*What is being asked*
Each line holding the word "科技大道" must appear in the answer, copied from the entries.

The records Start Marker

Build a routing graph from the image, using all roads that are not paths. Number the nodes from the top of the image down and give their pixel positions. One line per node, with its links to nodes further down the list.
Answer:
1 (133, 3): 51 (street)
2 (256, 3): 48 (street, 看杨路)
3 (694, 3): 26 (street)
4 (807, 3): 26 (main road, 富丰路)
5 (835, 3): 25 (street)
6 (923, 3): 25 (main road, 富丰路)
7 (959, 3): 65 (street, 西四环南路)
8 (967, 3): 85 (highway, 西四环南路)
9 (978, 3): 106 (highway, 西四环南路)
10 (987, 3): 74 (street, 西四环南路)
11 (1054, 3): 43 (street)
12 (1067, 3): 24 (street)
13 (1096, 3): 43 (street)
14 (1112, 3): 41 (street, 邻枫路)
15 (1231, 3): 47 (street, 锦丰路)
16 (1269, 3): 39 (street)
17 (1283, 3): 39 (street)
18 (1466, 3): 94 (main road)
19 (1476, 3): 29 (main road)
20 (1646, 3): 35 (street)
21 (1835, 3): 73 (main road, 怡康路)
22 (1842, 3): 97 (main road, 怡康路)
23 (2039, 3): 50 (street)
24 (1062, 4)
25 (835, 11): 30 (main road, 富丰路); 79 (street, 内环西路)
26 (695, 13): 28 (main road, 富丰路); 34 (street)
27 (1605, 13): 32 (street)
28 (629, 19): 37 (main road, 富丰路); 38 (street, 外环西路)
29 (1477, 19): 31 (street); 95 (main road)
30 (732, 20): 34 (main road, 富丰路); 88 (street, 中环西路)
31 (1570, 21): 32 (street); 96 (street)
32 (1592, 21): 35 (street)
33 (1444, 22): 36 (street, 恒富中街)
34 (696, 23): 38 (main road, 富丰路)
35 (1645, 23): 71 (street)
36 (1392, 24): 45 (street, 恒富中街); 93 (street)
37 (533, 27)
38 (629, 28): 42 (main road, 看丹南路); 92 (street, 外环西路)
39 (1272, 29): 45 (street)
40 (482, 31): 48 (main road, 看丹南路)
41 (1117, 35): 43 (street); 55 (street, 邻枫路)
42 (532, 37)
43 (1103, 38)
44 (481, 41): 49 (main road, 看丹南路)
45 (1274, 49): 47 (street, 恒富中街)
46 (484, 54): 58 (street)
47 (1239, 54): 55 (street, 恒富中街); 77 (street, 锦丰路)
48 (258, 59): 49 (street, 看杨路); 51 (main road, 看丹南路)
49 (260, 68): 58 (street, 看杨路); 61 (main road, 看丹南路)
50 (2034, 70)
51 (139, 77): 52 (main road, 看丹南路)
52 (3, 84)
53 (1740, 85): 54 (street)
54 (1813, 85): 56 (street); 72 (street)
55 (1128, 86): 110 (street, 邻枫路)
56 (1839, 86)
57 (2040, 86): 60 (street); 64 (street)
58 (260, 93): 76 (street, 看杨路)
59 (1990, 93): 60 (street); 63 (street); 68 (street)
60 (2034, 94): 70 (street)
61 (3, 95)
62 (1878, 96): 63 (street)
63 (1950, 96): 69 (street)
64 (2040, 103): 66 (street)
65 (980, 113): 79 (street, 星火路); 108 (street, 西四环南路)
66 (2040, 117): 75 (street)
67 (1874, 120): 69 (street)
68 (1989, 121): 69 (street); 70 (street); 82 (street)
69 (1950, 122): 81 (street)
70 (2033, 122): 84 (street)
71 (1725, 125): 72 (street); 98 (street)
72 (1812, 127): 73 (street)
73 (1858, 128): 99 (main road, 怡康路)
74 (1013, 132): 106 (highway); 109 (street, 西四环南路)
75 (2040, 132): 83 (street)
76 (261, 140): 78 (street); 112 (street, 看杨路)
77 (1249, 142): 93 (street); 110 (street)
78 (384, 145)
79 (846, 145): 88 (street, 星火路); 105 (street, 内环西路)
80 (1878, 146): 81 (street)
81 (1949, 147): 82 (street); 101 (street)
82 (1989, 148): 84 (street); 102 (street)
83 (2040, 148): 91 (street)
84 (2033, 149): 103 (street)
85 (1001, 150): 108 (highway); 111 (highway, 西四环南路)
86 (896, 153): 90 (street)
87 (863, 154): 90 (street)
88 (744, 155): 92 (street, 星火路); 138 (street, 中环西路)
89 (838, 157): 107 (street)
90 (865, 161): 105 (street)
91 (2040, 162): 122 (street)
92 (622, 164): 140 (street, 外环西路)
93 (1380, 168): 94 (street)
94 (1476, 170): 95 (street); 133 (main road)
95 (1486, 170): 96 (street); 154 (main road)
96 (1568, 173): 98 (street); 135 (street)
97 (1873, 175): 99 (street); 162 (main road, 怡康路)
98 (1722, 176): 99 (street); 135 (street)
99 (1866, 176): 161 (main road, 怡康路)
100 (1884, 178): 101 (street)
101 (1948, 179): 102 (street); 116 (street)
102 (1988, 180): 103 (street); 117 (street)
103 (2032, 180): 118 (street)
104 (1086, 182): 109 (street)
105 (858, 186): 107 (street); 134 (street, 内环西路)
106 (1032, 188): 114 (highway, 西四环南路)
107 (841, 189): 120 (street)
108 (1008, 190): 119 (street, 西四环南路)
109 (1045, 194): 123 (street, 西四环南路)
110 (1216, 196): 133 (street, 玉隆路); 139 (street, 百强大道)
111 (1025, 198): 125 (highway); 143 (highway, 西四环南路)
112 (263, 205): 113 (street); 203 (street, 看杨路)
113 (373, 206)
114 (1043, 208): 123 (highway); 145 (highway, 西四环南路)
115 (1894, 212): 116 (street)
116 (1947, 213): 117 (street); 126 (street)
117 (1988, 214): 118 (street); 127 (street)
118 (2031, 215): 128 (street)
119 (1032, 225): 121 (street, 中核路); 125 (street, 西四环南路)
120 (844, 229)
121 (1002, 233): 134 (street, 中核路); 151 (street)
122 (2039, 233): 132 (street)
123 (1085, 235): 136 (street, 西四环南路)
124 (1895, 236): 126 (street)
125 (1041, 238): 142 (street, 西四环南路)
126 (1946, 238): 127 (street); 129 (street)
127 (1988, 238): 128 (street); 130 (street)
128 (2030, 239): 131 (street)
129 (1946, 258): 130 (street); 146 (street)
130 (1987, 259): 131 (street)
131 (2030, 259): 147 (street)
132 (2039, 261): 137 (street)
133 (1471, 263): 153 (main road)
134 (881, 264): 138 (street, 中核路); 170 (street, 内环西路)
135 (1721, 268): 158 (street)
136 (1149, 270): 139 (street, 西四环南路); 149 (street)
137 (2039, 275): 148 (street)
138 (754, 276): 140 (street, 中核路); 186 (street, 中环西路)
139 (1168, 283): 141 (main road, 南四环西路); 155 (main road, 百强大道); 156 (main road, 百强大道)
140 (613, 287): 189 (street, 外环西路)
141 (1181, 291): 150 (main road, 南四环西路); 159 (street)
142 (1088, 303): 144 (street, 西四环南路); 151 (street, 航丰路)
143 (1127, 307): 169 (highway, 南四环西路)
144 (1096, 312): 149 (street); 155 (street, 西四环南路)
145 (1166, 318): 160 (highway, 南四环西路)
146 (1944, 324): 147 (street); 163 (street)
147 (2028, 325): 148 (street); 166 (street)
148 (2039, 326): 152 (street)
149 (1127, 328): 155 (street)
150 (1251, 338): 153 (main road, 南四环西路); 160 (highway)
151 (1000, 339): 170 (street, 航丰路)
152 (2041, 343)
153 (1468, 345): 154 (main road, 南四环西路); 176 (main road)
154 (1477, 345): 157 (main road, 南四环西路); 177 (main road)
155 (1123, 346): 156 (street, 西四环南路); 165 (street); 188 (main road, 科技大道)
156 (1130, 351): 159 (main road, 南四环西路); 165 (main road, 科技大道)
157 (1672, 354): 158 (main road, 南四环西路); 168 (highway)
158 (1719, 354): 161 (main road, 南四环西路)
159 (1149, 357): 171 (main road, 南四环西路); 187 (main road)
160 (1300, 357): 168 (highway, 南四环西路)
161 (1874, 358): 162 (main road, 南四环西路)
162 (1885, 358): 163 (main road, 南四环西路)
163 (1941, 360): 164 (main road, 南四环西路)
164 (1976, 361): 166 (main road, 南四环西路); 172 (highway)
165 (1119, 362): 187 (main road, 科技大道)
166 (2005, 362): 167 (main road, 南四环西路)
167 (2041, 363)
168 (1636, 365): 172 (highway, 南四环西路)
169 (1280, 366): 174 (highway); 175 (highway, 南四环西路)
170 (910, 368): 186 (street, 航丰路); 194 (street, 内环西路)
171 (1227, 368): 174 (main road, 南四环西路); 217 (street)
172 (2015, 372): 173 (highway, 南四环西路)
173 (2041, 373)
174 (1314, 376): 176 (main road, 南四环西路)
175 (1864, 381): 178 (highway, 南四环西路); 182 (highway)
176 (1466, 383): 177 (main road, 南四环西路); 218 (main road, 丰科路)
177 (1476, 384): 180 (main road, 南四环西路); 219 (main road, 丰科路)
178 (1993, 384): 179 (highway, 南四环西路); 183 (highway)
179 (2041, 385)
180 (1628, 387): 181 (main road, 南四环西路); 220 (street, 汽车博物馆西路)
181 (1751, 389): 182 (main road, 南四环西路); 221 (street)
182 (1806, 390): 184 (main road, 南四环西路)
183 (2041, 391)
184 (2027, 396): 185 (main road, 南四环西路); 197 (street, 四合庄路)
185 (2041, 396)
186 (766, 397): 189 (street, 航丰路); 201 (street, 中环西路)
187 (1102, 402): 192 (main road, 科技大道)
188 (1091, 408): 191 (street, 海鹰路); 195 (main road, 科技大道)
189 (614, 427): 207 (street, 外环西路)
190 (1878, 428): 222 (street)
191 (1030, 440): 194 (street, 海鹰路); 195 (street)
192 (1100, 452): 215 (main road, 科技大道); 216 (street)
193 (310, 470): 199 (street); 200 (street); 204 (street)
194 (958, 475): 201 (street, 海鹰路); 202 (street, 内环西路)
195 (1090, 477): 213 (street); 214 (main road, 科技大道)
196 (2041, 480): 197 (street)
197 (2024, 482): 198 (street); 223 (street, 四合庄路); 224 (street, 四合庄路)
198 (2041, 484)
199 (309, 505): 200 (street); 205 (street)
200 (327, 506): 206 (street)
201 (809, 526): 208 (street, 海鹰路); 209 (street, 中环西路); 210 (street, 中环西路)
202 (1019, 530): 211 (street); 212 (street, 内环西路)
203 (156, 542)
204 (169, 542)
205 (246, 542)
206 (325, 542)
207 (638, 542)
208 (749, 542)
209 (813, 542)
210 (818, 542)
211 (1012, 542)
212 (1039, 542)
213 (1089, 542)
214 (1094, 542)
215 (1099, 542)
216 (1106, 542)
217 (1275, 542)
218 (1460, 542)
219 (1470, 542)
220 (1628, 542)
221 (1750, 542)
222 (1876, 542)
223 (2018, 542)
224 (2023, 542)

The records End Marker

*Result of the exercise*
155 (1123, 346): 156 (street, 西四环南路); 165 (street); 188 (main road, 科技大道)
156 (1130, 351): 159 (main road, 南四环西路); 165 (main road, 科技大道)
165 (1119, 362): 187 (main road, 科技大道)
187 (1102, 402): 192 (main road, 科技大道)
188 (1091, 408): 191 (street, 海鹰路); 195 (main road, 科技大道)
192 (1100, 452): 215 (main road, 科技大道); 216 (street)
195 (1090, 477): 213 (street); 214 (main road, 科技大道)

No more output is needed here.